Following on from the dramatic advances in shale hydrocarbons technology and shale oil and gas production in the US, a number of oil and gas companies have started to look for opportunities to apply the techniques developed in North America in new geological basins and markets outside North America. A considerable number of regions around the world have been the focus of interest for their shale potential.
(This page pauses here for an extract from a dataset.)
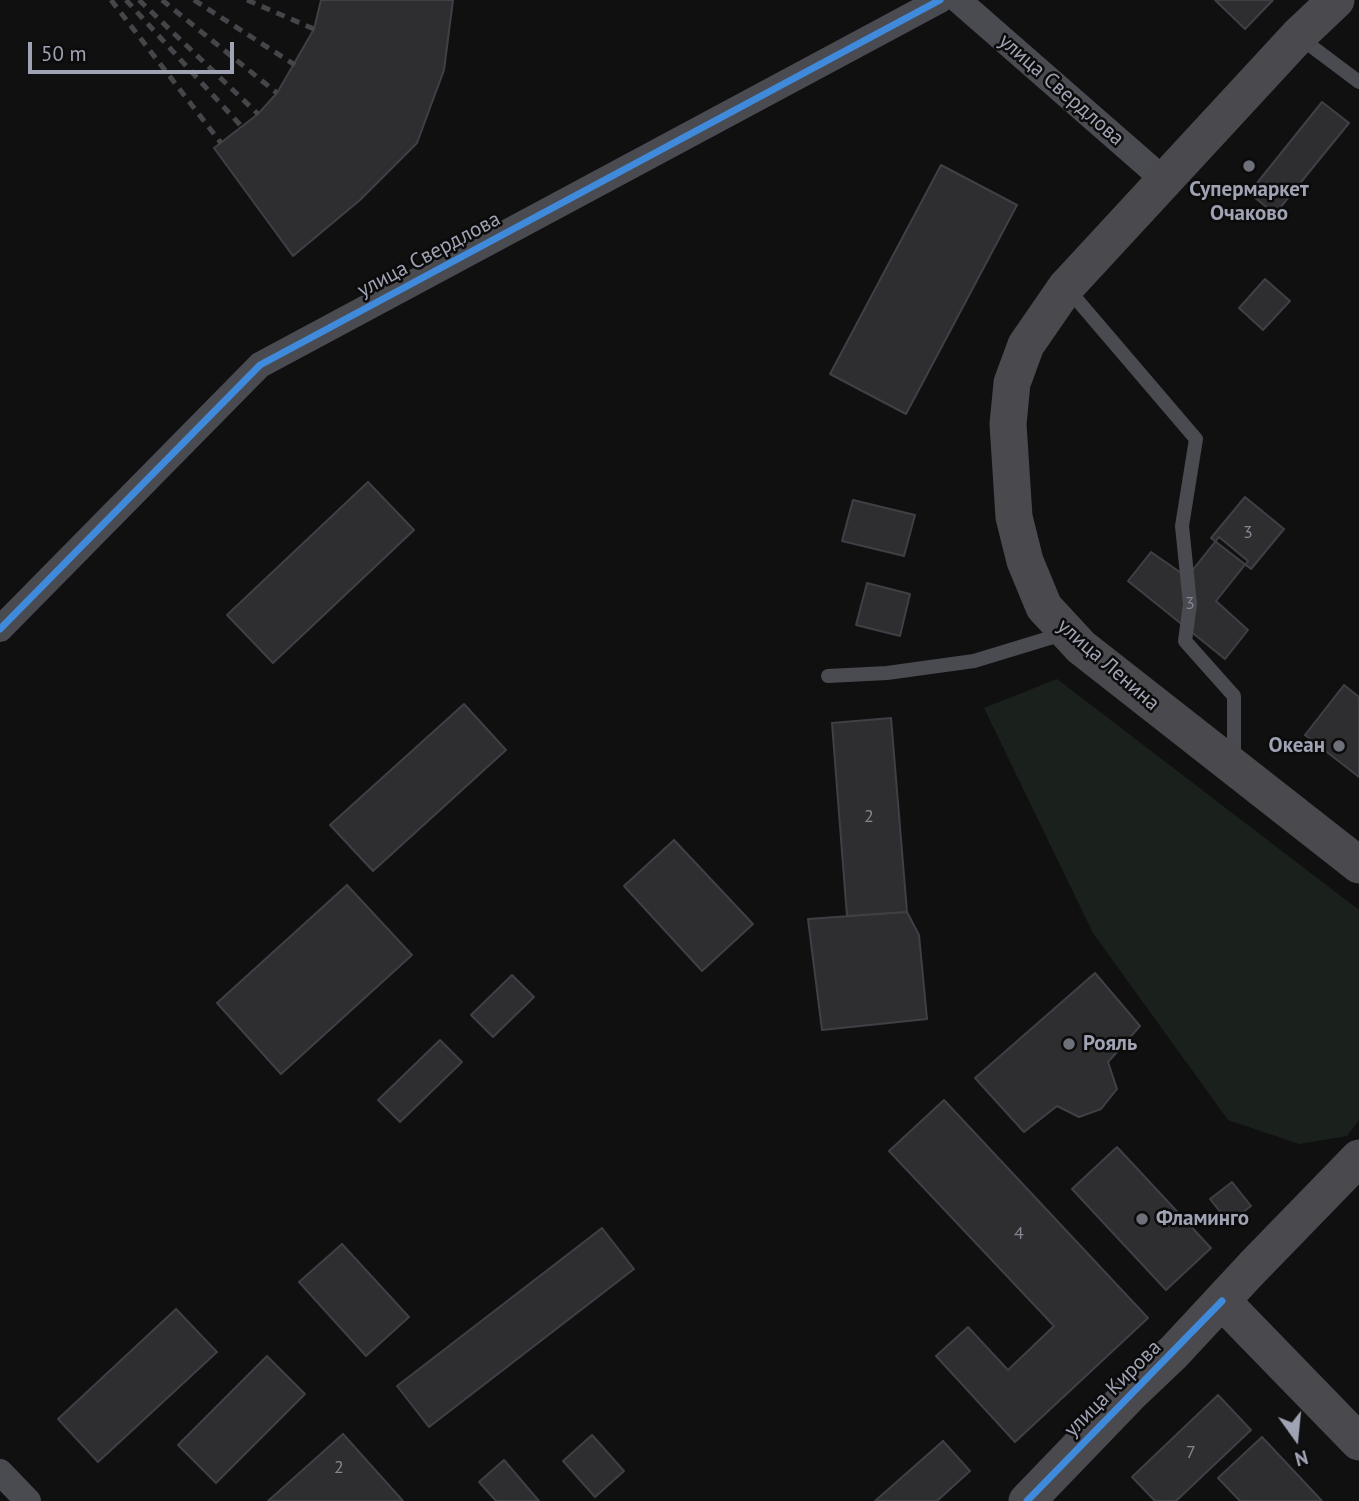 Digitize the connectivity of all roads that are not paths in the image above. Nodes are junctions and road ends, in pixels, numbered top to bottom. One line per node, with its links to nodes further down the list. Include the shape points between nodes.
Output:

In a report commissioned by the US Energy Information Agency `World Gas Shale Resources: An Initial Assessment of 14 Regions Outside the United States' published by the EIA in April 2011 (the "EIA Report"), 48 major shale basins are identified in 32 countries around the world. 48 Major Shale Basins in 32 countries

Source: EIA The EIA Report identifies a number of plays across Europe where organic-rich shales are present, including: I. Lower Paleozoic shales, spreading from Eastern Denmark and Southern Sweden to Northern and Eastern Poland; II. Carboniferous shales, spreading from North-West England through Netherlands and NorthWest Germany to South-West Poland; and III. Lower Jurassic bituminous shales, spreading from the South of England to the Paris Basin in France, the Netherlands, Northern Germany and Switzerland. The EIA Report further identifies Poland and France as countries with some of the largest estimated shale gas technically recoverable resources in Europe. Both countries are also highly dependent on imported gas to meet domestic demand.

Shale in Poland

Of the various European shale plays, Poland is among the most advanced in terms of exploration for and appraisal of unconventional gas resources. The shales are deposited in three basins--the Baltic in the north, the Lublin in the south, and the Podlasie in the east (see map below). The organically rich shales in these three basins appear to have favourable characteristics for shale gas exploration. Major Shale Basins of Poland

Source: Advanced Resources International, Inc. / EIA

The EIA Report estimates that Poland has 792 TCF of risked shale gas-in place, comprising 514 TCF in the Baltic Basin, 222 TCF in the Lublin Basin and 56 TCF in the Podlasie Basin. The EIA Report estimates a risked technically recoverable shale gas resource of 187 TCF from these three basins. The 8,846 square mile shale gas prospective area in the Baltic Basin was determined by the EIA Report using the depth and thermal maturity of the Llandovery Formation. The formation shallows to the northwest, where its prospective area is limited by lack of sufficient thermal maturity. In the deep, western margin of the basin, the Llandovery Formation is highly thermally mature, values greater than 5.0 per cent. However, the basin becomes very deep in this area. In the western areas, the prospective area is limited by the 5,000 metres depth contour interval. Onshore Baltic Basin, Lower Silurian Llandovery shale depth and structure

Entry of Major Players in Recent Years

One of the first organisations to recognise the potential of shale gas in Poland was the 3 Legs Resources Group. Following the entry of 3Legs Resources Group, there was a rapid take up of acreage in 2009 and 2010 both by smaller exploration and production companies, and by some of the major international companies including ExxonMobil, ConocoPhillips, Chevron, Marathon Oil, Eni and Total. As at the date of this note, exploration drilling is being either contemplated or carried on by these organisations. Only when this work has been carried out will the true potential of Polish shales be understood. June 2011.